Zhang Sai refused to make predictions for inflation or money supply growth this year. Figures for January showed that prices in the 35 largest cities jumped 23.3 per cent, compared with the same period last year, while national industrial output soared by 33.2 per cent.
China has previously said inflation should not go above 10 per cent overall this year.
The bureau was announcing finalised 1993 economic figures, which showed growth in gross domestic product at 13.4 per cent, the highest since 1985 and the fastest for any country last year. Money supply (M1 and M2) rose 24 per cent.
A Western diplomat said China's 1994 inflation target was 'looking pretty squishy' and that there was a lack of firm money supply targets.
The government has said it will not put up interest rates again, and this has left consumers finding it more attractive to spend their money than save it.
China's austerity package, announced last summer, was abandoned within months when Peking realised the problems that the credit squeeze was causing for the country's loss-making state enterprises. Nearly one- third are in the red, even by Chinese accounting practices.
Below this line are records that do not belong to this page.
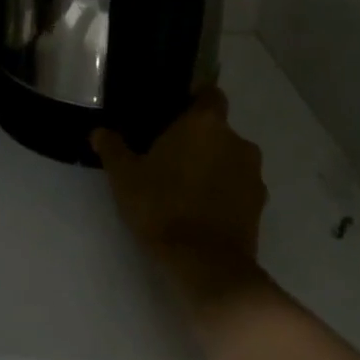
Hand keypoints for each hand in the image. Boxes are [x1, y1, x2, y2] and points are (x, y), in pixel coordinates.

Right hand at [92, 90, 267, 308]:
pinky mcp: (260, 206)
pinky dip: (224, 191)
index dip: (194, 100)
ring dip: (213, 165)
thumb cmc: (162, 206)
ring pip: (230, 158)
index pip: (210, 94)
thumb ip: (112, 148)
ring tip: (185, 185)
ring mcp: (253, 175)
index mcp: (205, 123)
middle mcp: (237, 141)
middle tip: (169, 154)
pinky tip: (201, 208)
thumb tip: (99, 132)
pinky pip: (239, 186)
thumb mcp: (124, 176)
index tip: (173, 113)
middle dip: (199, 138)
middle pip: (218, 129)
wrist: (206, 265)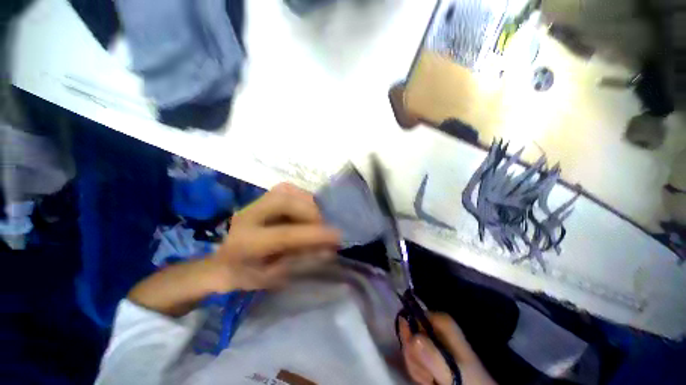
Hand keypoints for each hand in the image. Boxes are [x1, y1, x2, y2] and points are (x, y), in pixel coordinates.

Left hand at [210, 182, 340, 290]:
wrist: (220, 261)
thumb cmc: (245, 274)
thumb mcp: (272, 277)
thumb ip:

Mr Zhang said prices should be kept at 'the bearable limit of each household'. He would only enlarge on this to say incomes must rise faster than prices. Some households had suffered a decline in living standards, he said.
He also highlighted the problems caused by infrastructure development failing to keep pace with economic growth. The railways can now only meet 60 per cent of demand for freight travel, one of the reasons that 1994 growth would be lower than for the past two years.